I wonder if unreachables are more enjoyable when the game forces you to take your attention away from them in order to reach them.  The unreachables I’m talking about aren’t those found in Braid—the key trapped in the high chamber or the puzzle piece that requires time-shifting acrobatics to acquire—those don’t evoke the same sensation.  The unreachables in Braid are things, not places, and they all occur in the tightly-wrapped context of a single level.  And I think that’s the key distinction in my mind: unreachable places are what I like to encounter.  I actually find unreachable items to be frustrating.  (Note that unreachable things can be hidden in unreachable places.)  You know you’ll get them eventually, and you know they’re significant; you probably even know exactly why they’re significant.  Acquiring something that you basically know everything about isn’t nearly as interesting as acquiring something (read: reaching a destination) you know nothing about.

I can’t think of a concise name for concept I’m trying to capture except maybeunreachable areas?  Whatever I call it, an unreachable area is characterized by some combination of:

  • Being an explorable area in its own right, geographically disjoint from the explorable area the player currently resides (though it may not seem very explorable from the player’s current vantage point).  This is manifested in the game as one or more vantage points that show no obvious (given the player’s current abilities) route to the unreachable place.  (Of course, this may render any current area A as unreachable from the point of view of another area B, even though B seemed like an unreachable area when discovered from area A.)
  • Remaining visible but unexplorable early in the game, explorable only late in the game.
  • Being only partially visible from any given vantage point.  For example, a single unreachable structure have only its observation deck visible from one vantage point and its front gate visible from another vantage point, even though the unreachable is only one structure.  Indeed, a single or area may be crafted to reveal what seem like distinct areas when viewed from different vantage points.  There is some reward in the player’s being able to unify multiple impressions once they are able to explore the area.

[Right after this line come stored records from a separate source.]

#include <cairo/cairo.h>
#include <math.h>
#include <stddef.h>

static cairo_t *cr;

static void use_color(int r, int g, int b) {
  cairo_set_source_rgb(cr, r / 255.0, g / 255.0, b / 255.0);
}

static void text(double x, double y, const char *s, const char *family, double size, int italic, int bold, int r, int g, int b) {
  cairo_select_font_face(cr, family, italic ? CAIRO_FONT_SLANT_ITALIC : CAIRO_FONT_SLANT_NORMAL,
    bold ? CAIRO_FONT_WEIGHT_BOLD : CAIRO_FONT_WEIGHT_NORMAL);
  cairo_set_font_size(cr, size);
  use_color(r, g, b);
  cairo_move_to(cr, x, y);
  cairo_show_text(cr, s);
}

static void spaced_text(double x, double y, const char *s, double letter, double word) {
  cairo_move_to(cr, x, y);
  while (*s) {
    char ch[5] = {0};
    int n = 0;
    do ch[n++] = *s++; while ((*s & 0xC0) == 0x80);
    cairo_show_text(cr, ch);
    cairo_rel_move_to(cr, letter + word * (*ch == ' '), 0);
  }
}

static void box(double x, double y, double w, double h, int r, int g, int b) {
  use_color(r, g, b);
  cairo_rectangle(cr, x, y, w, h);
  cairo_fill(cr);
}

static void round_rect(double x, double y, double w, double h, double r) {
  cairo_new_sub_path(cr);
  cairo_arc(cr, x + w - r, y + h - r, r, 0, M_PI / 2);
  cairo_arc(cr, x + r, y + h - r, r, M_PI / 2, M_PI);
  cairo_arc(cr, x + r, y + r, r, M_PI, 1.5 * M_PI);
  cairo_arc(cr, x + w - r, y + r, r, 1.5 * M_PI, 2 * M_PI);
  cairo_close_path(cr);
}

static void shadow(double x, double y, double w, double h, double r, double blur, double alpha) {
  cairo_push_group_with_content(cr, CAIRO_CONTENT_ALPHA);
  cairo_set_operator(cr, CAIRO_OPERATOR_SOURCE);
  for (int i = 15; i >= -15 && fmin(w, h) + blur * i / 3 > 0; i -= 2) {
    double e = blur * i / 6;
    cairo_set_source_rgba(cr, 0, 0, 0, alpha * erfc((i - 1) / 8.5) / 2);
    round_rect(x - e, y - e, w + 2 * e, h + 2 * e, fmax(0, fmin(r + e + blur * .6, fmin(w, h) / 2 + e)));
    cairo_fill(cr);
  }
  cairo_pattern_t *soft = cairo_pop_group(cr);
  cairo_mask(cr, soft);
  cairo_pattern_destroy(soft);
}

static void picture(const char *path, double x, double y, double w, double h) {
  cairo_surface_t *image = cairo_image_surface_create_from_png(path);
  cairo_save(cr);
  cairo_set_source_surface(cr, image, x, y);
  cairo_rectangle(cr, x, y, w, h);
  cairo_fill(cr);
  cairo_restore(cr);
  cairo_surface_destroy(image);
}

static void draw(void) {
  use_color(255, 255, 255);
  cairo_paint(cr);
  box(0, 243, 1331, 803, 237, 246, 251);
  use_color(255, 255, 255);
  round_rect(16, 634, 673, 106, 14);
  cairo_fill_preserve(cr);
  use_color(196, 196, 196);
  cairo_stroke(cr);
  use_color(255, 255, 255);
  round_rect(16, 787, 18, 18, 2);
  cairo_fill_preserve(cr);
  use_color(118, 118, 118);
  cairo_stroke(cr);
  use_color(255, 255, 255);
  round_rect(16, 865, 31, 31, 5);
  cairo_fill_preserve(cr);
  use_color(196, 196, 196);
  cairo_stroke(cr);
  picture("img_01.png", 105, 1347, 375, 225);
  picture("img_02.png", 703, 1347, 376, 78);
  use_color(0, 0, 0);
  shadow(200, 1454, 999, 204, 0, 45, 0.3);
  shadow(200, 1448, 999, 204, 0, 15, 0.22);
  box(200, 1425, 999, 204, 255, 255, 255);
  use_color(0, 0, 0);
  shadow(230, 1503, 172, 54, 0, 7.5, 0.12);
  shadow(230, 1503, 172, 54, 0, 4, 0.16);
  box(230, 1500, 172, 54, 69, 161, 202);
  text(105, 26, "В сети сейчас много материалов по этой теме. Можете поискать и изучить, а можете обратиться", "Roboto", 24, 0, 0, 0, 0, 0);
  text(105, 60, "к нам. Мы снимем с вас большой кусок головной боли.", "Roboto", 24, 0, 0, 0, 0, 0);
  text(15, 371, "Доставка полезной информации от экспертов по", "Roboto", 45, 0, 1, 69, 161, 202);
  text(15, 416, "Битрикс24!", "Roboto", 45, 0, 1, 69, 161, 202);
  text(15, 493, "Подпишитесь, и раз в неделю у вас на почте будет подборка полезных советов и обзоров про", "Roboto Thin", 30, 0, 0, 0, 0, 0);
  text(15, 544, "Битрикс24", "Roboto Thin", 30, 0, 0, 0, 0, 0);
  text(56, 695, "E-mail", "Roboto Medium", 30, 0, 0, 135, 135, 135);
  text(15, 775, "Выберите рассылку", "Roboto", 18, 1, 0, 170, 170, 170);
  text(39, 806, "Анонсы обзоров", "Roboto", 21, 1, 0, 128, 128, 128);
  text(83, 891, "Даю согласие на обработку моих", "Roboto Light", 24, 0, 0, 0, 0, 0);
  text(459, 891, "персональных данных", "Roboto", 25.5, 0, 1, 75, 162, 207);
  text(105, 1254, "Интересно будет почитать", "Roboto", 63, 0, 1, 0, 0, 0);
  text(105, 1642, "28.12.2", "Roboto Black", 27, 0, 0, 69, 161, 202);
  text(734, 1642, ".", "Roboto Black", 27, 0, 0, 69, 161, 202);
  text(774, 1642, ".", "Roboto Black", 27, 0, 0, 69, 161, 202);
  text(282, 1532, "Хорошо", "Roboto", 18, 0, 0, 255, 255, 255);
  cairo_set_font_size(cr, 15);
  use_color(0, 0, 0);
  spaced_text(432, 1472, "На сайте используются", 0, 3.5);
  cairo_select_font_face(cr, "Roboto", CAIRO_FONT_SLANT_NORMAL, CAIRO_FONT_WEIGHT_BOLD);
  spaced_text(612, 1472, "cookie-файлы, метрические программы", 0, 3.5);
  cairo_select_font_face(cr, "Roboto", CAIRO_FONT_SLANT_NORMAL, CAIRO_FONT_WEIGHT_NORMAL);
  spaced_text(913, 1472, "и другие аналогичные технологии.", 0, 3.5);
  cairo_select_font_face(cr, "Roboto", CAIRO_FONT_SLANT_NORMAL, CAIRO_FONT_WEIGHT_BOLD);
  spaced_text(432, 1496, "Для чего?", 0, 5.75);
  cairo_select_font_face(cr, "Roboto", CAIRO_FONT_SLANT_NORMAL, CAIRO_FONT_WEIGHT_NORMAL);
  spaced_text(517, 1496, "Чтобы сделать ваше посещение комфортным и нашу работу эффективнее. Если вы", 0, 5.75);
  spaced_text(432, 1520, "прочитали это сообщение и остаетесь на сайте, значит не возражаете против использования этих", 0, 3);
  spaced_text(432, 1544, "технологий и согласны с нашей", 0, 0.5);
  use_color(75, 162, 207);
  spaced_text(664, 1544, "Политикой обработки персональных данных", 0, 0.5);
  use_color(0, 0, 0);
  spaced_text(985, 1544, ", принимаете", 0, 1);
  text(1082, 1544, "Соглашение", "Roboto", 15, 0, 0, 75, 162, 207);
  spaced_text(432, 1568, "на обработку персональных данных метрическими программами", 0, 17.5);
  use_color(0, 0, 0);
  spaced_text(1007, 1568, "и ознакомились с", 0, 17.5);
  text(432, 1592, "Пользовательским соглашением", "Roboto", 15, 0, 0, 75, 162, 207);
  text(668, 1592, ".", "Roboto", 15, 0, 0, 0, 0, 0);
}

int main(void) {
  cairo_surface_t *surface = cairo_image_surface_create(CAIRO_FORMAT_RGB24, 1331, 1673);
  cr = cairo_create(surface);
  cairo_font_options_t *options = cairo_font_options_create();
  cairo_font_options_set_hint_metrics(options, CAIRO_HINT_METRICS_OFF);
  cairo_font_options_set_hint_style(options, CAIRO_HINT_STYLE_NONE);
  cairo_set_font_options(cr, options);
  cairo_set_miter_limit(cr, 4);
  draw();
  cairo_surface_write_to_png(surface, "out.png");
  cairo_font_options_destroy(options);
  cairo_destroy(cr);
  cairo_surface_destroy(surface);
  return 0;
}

  • An entry or exit point that, once traversed, cannot be re-traversed.  Metroid often did this: letting gravity or dynamic walls act as one-way gates between areas.
  • Offering some hint of reachability, like a raised bridge, a slightly-too-tall wall, or sheer out-of-placeness etc.
  • Invisibility that causes the unreachable area to be disguised until revealed, like Metroid’s one-way, invisible passages that, prior to entering them, didn’t even appear to be passages.